Question

I recently read the question here Why is it faster to process a sorted array than an unsorted array? and found the answer to be absolutely fascinating and it has completely changed my outlook on programming when dealing with branches that are based on Data.

I currently have a fairly basic, but fully functioning interpreted Intel 8080 Emulator written in C, the heart of the operation is a 256 long switch-case table for handling each opcode. My initial thought was this would obviously be the fastest method of working as opcode encoding isn't consistent throughout the 8080 instruction set and decoding would add a lot of complexity, inconsistency and one-off cases. A switch-case table full of pre-processor macros is a very neat and easy to maintain.

Unfortunately, after reading the aforementioned post it occurred to me that there's absolutely no way the branch predictor in my computer can predict the jumping for the switch case. Thus every time the switch-case is navigated the pipeline would have to be completely wiped, resulting in a several cycle delay in what should otherwise be an incredibly quick program (There's not even so much as multiplication in my code).
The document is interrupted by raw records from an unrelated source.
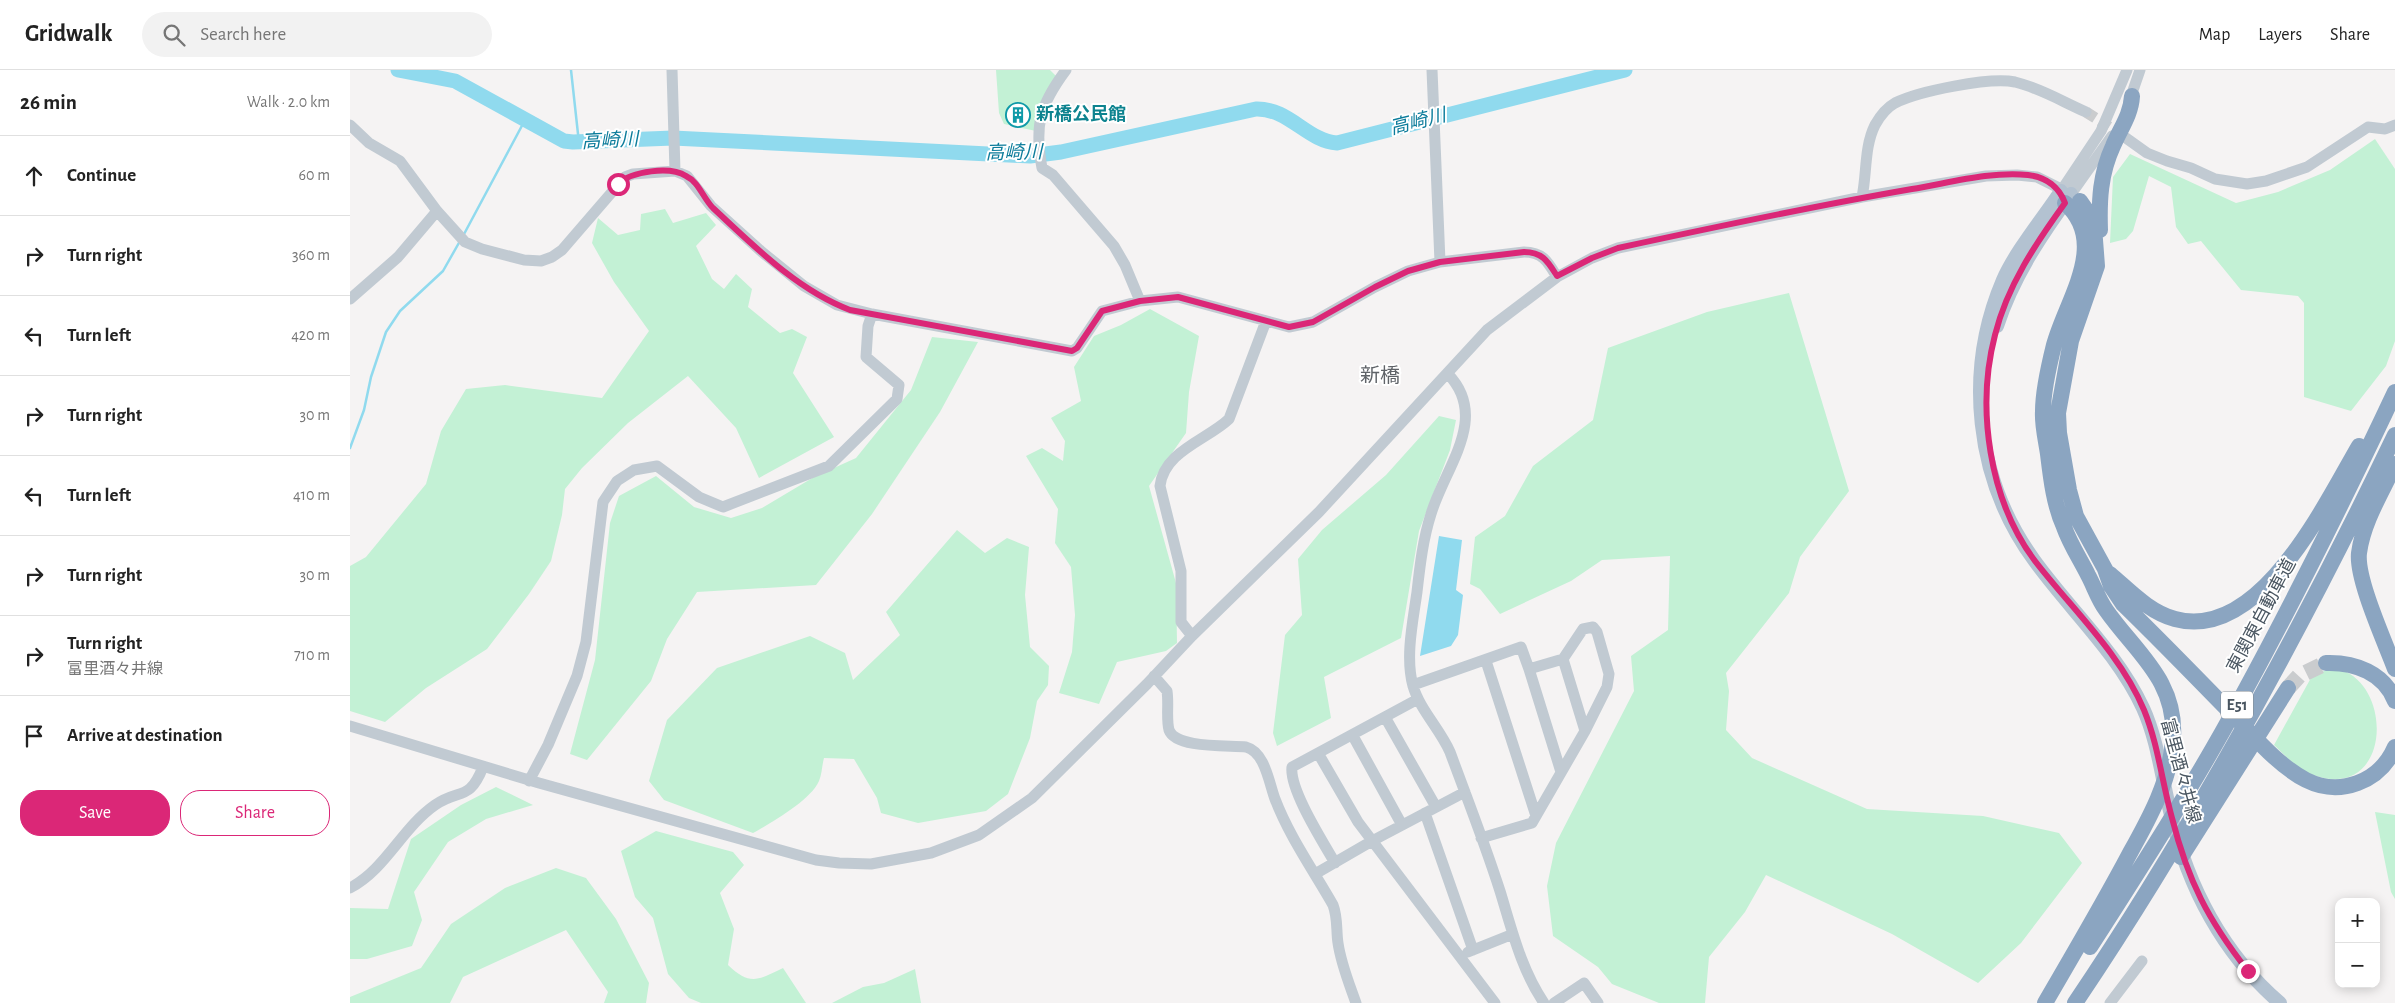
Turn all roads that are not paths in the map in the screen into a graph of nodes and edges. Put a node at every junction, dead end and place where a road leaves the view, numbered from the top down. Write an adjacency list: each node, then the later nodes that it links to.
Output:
1 (672, 70): 11 (street)
2 (1066, 70): 19 (street)
3 (1432, 70): 16 (street)
4 (2127, 70): 12 (street)
5 (2140, 70): 6 (street)
6 (2132, 96): 12 (street); 15 (highway)
7 (2086, 112): 13 (street)
8 (350, 125): 14 (street)
9 (2395, 125): 10 (street)
10 (2126, 138)
11 (675, 171): 14 (street); 20 (street)
12 (2066, 196): 13 (street); 15 (highway); 28 (highway); 76 (main road, 富里酒々井線)
13 (1862, 197): 17 (street)
14 (437, 211): 18 (street)
15 (2098, 257): 27 (highway)
16 (1440, 262): 17 (street); 21 (street)
17 (1557, 276): 22 (street)
18 (350, 299)
19 (1140, 301): 20 (street); 21 (street)
20 (872, 314): 51 (street)
21 (1266, 321): 29 (street)
22 (1448, 374): 29 (street); 36 (street)
23 (2395, 380): 27 (highway)
24 (2395, 392): 73 (highway, 東関東自動車道 / E51)
25 (2395, 435): 66 (highway, E51)
26 (2395, 464): 33 (highway)
27 (2104, 569): 37 (highway)
28 (2089, 576): 37 (highway); 72 (highway)
29 (1192, 636): 35 (street)
30 (1563, 659): 34 (street); 43 (street); 43 (street)
31 (1486, 660): 34 (street); 36 (street); 55 (street)
32 (2326, 663): 40 (highway)
33 (2394, 667)
34 (1529, 669): 50 (street)
35 (1154, 676): 51 (street); 60 (street)
36 (1413, 685): 39 (street)
37 (2202, 688): 46 (highway)
38 (2288, 688): 66 (highway)
39 (1418, 699): 41 (street); 52 (street)
40 (2395, 702)
41 (1385, 717): 44 (street); 53 (street)
42 (350, 726): 48 (street)
43 (1585, 731): 50 (street)
44 (1353, 736): 47 (street); 56 (street)
45 (2395, 748): 46 (highway)
46 (2262, 749): 49 (highway)
47 (1318, 753): 58 (street); 59 (street)
48 (483, 767): 51 (street); 61 (street)
49 (2395, 767)
50 (1561, 772): 55 (street)
51 (529, 781)
52 (1465, 792): 53 (street); 57 (street)
53 (1436, 807): 54 (street)
54 (1426, 813): 56 (street); 63 (street)
55 (1536, 816): 57 (street)
56 (1402, 825): 58 (street)
57 (1481, 838): 62 (street)
58 (1372, 841): 59 (street); 64 (street)
59 (1334, 863): 60 (street)
60 (1315, 874): 67 (street)
61 (351, 886)
62 (1513, 934): 63 (street); 69 (street)
63 (1474, 950): 64 (street)
64 (1460, 956): 68 (street)
65 (2142, 961): 75 (street)
66 (2095, 973): 74 (highway, E51)
67 (1356, 1003)
68 (1495, 1003)
69 (1544, 1003)
70 (1554, 1003): 71 (street)
71 (1598, 1003)
72 (2045, 1003)
73 (2054, 1003)
74 (2075, 1003)
75 (2110, 1003)
76 (2280, 1003)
I'm sure most of you are thinking "Oh, the solution here is simple, move to dynamic recompilation". Yes, this does seem like it would cut out the majority of the switch-case and increase speed considerably. Unfortunately my primary interest is emulating older 8-bit and 16-bit era consoles (the intel 8080 here is only an example as it's my simplest piece of emulated code) where cycle and timing keeping to the exact instruction is important as the Video and Sound must be processed based on these exact timings.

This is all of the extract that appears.